(Saved data entries)
= = =

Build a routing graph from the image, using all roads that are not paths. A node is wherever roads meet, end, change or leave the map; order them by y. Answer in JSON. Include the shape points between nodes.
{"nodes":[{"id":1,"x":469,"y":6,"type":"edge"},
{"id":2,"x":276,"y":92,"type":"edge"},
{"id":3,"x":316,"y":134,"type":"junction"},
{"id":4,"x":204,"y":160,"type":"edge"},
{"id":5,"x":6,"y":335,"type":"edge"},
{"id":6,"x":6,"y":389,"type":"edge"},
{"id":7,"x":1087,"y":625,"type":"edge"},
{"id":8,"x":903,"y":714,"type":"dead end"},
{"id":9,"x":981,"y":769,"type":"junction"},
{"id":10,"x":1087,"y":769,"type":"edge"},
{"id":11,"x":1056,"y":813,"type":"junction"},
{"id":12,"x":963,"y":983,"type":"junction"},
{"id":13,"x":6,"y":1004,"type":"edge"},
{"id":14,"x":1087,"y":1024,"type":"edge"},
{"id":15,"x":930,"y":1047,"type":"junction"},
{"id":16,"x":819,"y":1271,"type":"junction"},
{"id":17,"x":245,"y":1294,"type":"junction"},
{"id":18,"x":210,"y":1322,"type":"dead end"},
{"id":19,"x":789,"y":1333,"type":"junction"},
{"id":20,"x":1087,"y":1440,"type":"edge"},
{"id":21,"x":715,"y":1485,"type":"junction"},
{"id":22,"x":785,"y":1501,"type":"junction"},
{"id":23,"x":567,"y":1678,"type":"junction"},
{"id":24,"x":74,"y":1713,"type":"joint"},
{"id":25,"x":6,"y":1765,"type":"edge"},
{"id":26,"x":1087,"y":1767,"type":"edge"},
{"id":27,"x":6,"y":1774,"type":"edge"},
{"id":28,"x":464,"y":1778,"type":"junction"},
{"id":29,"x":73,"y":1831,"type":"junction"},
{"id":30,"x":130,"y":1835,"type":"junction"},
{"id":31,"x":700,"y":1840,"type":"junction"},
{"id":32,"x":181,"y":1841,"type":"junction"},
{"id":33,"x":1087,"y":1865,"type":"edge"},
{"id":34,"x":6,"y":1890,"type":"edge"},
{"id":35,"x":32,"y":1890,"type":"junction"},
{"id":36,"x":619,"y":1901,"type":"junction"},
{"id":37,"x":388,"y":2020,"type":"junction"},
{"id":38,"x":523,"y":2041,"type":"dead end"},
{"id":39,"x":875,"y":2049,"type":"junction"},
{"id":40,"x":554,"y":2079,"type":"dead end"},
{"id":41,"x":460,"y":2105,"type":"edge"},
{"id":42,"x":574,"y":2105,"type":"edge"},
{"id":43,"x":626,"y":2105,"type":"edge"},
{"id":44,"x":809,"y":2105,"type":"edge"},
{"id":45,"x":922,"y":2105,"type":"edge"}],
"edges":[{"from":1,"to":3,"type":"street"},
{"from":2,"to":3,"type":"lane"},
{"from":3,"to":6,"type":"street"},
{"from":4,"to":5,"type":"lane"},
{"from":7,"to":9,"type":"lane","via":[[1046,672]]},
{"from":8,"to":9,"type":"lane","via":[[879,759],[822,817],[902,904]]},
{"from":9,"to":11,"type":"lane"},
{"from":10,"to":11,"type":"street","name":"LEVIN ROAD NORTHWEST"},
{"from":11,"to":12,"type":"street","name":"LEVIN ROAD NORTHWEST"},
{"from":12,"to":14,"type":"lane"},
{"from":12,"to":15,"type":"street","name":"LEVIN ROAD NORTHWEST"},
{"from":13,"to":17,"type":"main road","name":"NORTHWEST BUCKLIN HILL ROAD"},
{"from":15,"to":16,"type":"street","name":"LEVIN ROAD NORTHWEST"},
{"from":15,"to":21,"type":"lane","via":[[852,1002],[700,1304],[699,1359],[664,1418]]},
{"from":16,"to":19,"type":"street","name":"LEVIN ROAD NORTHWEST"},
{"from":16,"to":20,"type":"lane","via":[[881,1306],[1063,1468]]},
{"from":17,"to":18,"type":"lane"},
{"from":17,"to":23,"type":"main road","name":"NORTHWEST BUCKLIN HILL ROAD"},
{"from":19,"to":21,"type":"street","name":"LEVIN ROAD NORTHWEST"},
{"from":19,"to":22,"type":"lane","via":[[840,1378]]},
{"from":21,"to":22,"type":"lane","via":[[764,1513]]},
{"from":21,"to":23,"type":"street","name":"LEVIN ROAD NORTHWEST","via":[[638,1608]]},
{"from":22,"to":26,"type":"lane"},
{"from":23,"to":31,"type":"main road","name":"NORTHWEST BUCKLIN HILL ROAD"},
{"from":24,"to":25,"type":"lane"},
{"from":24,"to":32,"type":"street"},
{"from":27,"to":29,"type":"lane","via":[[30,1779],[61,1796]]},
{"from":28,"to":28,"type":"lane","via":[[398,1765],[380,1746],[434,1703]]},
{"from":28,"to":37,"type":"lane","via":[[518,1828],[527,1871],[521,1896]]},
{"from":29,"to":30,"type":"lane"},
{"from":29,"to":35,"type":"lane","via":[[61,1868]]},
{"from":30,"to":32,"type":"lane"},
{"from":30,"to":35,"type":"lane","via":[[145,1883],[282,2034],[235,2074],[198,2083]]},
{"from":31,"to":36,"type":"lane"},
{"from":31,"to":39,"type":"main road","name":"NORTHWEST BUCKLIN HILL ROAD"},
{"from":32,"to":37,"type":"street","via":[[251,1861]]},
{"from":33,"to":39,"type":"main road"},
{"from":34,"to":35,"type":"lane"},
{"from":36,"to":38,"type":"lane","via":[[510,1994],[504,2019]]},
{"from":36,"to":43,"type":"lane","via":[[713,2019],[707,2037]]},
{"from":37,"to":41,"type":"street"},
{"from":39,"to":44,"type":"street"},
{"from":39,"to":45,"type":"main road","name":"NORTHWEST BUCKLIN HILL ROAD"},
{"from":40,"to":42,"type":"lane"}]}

= = =

### Work instruction
Only one thing belongs in the answer: the number of lines of the data that contain the string "dead".

### Exercise output
4